ビットコインはナスダックというより「ゴールド」に近づいている
グレイスケールのリサーチ責任者ザック・パンドル氏は、ビットコインのナスダック100との90日相関が、60%超から約33%へと急落したと述べた。一方で、BTCのゴールドとの相関は、年初のほぼゼロから50%超へと上昇している。
この変化が重要なのは、市場がビットコインをどう見ているかが変わりつつあることを示唆しているためだ。ビットコインが、テクノロジー株と歩調を合わせるボラティリティの高いリスク資産として主に扱われるというよりも、ゴールドのような希少資産に近いポジションである兆候が見られる。
パンドル氏によれば、米国の連邦債務が40兆ドルを超えるとともに、長期の国債利回りも引き続き上昇しているため、投資家はビットコインの「希少性」や、それが「価値の保存(ストア・オブ・バリュー)」としての役割に改めて焦点を当て直しているという。
グレイスケールは、ビットコインは2008年の金融危機後に登場し、中央の発行主体がなく、固定された供給上限があると指摘する。これらの特徴により、BTCは、流動性が深い希少な代替資産として、ゴールドと並ぶ形で機能する可能性がある。
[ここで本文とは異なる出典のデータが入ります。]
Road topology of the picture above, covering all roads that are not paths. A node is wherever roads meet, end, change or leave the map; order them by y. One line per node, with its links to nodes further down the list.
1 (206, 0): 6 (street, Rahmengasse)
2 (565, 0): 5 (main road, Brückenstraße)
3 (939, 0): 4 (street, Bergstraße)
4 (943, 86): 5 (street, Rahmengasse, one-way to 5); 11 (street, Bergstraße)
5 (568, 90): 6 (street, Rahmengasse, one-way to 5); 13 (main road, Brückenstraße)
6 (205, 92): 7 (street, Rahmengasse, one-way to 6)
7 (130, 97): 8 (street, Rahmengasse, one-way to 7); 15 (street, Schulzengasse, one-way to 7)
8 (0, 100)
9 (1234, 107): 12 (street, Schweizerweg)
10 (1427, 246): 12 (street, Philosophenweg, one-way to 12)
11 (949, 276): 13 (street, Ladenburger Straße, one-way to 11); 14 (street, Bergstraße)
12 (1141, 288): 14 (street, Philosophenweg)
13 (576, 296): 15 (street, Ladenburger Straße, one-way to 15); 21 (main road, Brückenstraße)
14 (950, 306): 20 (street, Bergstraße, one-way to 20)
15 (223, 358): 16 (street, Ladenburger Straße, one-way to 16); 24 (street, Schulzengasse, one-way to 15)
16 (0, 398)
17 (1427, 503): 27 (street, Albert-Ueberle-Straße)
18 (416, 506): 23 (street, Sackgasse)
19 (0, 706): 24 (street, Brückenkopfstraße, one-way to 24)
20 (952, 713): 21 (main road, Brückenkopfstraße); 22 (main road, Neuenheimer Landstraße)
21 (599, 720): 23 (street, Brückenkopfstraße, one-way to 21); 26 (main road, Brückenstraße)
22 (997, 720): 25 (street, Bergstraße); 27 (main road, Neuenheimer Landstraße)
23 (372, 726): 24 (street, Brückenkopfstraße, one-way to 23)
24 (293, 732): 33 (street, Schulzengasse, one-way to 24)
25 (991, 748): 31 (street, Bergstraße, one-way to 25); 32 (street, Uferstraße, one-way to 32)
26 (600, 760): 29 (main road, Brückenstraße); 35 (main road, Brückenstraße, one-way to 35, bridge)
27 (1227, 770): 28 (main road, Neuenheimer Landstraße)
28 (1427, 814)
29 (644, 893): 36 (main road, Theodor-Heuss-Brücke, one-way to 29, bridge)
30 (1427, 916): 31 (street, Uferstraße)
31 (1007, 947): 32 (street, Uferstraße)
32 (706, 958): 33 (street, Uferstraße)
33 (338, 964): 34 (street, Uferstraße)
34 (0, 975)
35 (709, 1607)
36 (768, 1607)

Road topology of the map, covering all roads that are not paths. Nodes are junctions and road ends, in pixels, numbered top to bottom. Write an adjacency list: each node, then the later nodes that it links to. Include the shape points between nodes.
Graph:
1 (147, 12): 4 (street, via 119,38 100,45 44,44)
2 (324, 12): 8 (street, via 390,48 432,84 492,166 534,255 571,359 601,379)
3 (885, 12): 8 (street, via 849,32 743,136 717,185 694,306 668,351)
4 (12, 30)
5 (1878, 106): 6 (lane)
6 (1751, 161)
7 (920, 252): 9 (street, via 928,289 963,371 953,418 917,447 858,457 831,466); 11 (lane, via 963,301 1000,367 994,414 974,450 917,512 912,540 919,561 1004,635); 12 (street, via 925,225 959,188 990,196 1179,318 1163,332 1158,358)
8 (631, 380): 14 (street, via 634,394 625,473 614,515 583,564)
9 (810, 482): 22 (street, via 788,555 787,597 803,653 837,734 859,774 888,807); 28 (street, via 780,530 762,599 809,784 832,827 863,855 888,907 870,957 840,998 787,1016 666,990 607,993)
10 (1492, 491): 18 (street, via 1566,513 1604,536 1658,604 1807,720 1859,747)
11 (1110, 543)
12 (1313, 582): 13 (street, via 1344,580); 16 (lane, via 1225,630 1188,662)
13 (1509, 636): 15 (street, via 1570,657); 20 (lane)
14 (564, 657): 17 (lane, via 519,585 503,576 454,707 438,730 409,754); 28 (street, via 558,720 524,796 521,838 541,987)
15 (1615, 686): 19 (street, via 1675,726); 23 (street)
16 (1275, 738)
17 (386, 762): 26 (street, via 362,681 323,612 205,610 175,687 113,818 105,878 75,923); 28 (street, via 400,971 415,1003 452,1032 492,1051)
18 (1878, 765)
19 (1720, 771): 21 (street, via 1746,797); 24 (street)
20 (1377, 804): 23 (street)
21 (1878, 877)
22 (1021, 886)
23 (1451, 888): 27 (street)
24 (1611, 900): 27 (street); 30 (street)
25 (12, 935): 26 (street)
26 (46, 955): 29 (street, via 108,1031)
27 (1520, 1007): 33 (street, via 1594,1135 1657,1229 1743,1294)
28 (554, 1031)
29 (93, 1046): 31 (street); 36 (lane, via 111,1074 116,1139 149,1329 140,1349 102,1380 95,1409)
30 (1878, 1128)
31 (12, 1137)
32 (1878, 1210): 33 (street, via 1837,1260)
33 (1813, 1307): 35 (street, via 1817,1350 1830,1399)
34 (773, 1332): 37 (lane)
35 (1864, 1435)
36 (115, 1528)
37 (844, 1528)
重要なのは、単一の相関数値ではなく、変化の方向だ。BTCはナスダックの値動きとの連動性が弱まっており、一方で、債務と利回りの上昇の中で価値を保全する文脈で語られる割合が増えている。
このトレンドが続くなら、ビットコインはテクノロジー主導のリスク資産というより、希少でゴールドのような資産としてますます評価されるのだろうか?